I’ve recently taken on a sponsee at AA, prompting me to revisit journals from early in my sobriety. Early on I struggled mightily with how to conceive of and accept a “Higher Power,” an entity greater than myself that could shoulder my troubles long enough for me to get my act together and learn how to heal. I’ve oscillated between atheist and agnostic my entire life, but I wanted to purse my “HP” honestly to frame AA Steps 1-3, not just shrug and move along to the more work-focused part of the program, when you list all your resentments and address your role in each.

After six years sober, I don’t long for alcohol, but I do miss the ability to shift my mood on command. This has put me into a similar place today, where I want a clear delineation between (obsessive, damaging) self-soothing and (healthy, with effective boundaries) self-care, when one doesn’t really exist.

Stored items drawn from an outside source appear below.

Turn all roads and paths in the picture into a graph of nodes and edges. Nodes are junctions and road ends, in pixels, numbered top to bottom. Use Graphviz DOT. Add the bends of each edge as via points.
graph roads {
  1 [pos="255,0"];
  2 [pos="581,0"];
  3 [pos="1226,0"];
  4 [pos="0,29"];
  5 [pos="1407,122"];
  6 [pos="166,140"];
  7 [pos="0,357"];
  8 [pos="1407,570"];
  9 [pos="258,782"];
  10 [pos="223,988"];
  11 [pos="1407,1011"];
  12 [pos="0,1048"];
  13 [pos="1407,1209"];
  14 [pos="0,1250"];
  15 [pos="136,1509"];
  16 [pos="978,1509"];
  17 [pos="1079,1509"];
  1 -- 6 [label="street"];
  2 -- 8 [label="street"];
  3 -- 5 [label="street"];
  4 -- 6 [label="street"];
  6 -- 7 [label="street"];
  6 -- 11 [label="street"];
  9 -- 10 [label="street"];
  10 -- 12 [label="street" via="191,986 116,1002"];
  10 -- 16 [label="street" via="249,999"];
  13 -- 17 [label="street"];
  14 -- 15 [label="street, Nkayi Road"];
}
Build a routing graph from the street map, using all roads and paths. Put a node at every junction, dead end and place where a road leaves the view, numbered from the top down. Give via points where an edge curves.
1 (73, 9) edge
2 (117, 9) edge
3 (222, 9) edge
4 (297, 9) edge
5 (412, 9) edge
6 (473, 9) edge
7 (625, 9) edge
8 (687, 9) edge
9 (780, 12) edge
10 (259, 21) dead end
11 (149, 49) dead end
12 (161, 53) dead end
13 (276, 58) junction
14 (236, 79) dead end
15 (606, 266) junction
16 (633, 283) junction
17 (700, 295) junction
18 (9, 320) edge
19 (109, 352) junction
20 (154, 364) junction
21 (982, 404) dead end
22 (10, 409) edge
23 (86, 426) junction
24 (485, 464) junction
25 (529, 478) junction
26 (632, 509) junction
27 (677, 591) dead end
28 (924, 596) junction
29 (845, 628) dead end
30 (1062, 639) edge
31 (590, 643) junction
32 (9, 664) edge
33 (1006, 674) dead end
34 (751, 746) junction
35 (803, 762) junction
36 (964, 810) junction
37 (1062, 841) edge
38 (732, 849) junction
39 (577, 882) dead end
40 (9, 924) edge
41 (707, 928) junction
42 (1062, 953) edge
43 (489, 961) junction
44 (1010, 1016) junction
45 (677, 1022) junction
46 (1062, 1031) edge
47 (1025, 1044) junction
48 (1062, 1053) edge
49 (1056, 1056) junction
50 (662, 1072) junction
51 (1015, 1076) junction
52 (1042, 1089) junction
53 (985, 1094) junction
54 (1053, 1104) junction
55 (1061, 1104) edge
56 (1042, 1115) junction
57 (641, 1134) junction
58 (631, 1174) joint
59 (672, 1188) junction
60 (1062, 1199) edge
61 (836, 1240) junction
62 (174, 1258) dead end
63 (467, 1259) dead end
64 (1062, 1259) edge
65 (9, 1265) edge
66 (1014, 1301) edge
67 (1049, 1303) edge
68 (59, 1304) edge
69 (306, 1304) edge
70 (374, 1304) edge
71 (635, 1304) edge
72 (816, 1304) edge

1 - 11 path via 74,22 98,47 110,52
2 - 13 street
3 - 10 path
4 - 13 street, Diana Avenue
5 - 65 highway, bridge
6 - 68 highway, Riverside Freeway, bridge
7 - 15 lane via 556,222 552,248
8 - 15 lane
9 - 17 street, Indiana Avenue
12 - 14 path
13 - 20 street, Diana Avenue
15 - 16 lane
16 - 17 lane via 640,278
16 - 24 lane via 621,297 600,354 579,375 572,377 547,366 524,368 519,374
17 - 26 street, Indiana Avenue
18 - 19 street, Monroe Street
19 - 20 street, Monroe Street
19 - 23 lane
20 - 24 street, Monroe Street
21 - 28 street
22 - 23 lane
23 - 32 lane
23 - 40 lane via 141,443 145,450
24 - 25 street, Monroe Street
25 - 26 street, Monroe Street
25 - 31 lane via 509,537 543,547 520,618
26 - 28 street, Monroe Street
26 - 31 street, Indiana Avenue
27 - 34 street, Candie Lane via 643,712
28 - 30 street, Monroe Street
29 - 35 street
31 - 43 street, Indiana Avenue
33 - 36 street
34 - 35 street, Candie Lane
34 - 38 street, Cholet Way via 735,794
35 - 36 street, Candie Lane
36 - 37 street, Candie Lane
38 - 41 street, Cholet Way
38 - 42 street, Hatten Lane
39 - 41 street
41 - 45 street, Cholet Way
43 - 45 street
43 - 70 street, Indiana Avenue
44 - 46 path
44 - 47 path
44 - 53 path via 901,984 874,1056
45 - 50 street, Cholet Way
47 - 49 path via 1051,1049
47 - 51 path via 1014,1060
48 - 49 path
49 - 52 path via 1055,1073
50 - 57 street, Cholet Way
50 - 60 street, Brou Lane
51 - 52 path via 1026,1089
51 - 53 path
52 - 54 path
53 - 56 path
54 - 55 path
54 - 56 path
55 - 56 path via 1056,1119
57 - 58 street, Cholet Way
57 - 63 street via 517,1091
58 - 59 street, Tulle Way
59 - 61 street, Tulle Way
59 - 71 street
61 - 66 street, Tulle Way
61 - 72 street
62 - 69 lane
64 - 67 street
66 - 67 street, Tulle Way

I have plenty of the underlying trappings of obsessive behavior, like relying on outside affirmation to maintain my self-esteem, which helped me play a leading role in some pretty codependent relationships, and I pay close attention to those behaviors. If I short-circuit, say, calculating the ratio of how often I reach out to someone compared to how often they reach out to me, I can pay attention to how that friendship makes me feel, rather than starting with resentment.

Of late I’ve been weeding out my life, figuring out what to keep and what to let go of. Nobody’s actively hurt me, it’s more like: What relationships don’t suit me anymore? Historically, I’ve been terrified of quiet-quitting any friendship because what if I’m right? What if they don’t even notice? I’ve heard A.J. call it “little boy shit” on his podcast and it’s absolutely pouty and sad, left over from whatever attention I didn’t receive as a middle child or high-achieving student who never had to seek out praise in grammar school. So letting go means looking inward: Does my time with person X prompt me to feel bad about myself? It’s like an advanced version of “If you can’t accept no for an answer, you shouldn’t ask the question.”